REQUIRED ACTION » Each entry below is to be duplicated precisely.

Entries taken from a collection
%%
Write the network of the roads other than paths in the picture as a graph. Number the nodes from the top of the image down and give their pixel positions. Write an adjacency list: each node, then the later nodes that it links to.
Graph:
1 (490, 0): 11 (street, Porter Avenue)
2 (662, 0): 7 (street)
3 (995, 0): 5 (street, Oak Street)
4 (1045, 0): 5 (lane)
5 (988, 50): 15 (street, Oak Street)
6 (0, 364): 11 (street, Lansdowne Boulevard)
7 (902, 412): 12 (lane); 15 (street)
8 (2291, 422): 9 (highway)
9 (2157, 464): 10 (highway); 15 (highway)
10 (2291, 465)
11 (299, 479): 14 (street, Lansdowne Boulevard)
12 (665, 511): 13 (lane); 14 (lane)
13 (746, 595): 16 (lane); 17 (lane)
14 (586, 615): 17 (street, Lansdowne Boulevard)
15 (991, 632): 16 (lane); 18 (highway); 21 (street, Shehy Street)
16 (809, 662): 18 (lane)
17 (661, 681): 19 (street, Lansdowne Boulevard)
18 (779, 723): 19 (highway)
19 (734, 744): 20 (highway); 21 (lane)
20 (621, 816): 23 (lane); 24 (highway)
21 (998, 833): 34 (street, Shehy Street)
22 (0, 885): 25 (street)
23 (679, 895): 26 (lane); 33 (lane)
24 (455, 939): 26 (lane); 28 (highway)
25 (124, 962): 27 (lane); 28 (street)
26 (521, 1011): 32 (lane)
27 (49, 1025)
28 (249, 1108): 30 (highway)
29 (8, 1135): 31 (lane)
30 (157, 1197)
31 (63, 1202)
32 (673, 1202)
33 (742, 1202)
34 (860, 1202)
%%
REPLY TO THE TASK »
Write the network of the roads other than paths in the picture as a graph. Number the nodes from the top of the image down and give their pixel positions. Write an adjacency list: each node, then the later nodes that it links to.
Graph:
1 (490, 0): 11 (street, Porter Avenue)
2 (662, 0): 7 (street)
3 (995, 0): 5 (street, Oak Street)
4 (1045, 0): 5 (lane)
5 (988, 50): 15 (street, Oak Street)
6 (0, 364): 11 (street, Lansdowne Boulevard)
7 (902, 412): 12 (lane); 15 (street)
8 (2291, 422): 9 (highway)
9 (2157, 464): 10 (highway); 15 (highway)
10 (2291, 465)
11 (299, 479): 14 (street, Lansdowne Boulevard)
12 (665, 511): 13 (lane); 14 (lane)
13 (746, 595): 16 (lane); 17 (lane)
14 (586, 615): 17 (street, Lansdowne Boulevard)
15 (991, 632): 16 (lane); 18 (highway); 21 (street, Shehy Street)
16 (809, 662): 18 (lane)
17 (661, 681): 19 (street, Lansdowne Boulevard)
18 (779, 723): 19 (highway)
19 (734, 744): 20 (highway); 21 (lane)
20 (621, 816): 23 (lane); 24 (highway)
21 (998, 833): 34 (street, Shehy Street)
22 (0, 885): 25 (street)
23 (679, 895): 26 (lane); 33 (lane)
24 (455, 939): 26 (lane); 28 (highway)
25 (124, 962): 27 (lane); 28 (street)
26 (521, 1011): 32 (lane)
27 (49, 1025)
28 (249, 1108): 30 (highway)
29 (8, 1135): 31 (lane)
30 (157, 1197)
31 (63, 1202)
32 (673, 1202)
33 (742, 1202)
34 (860, 1202)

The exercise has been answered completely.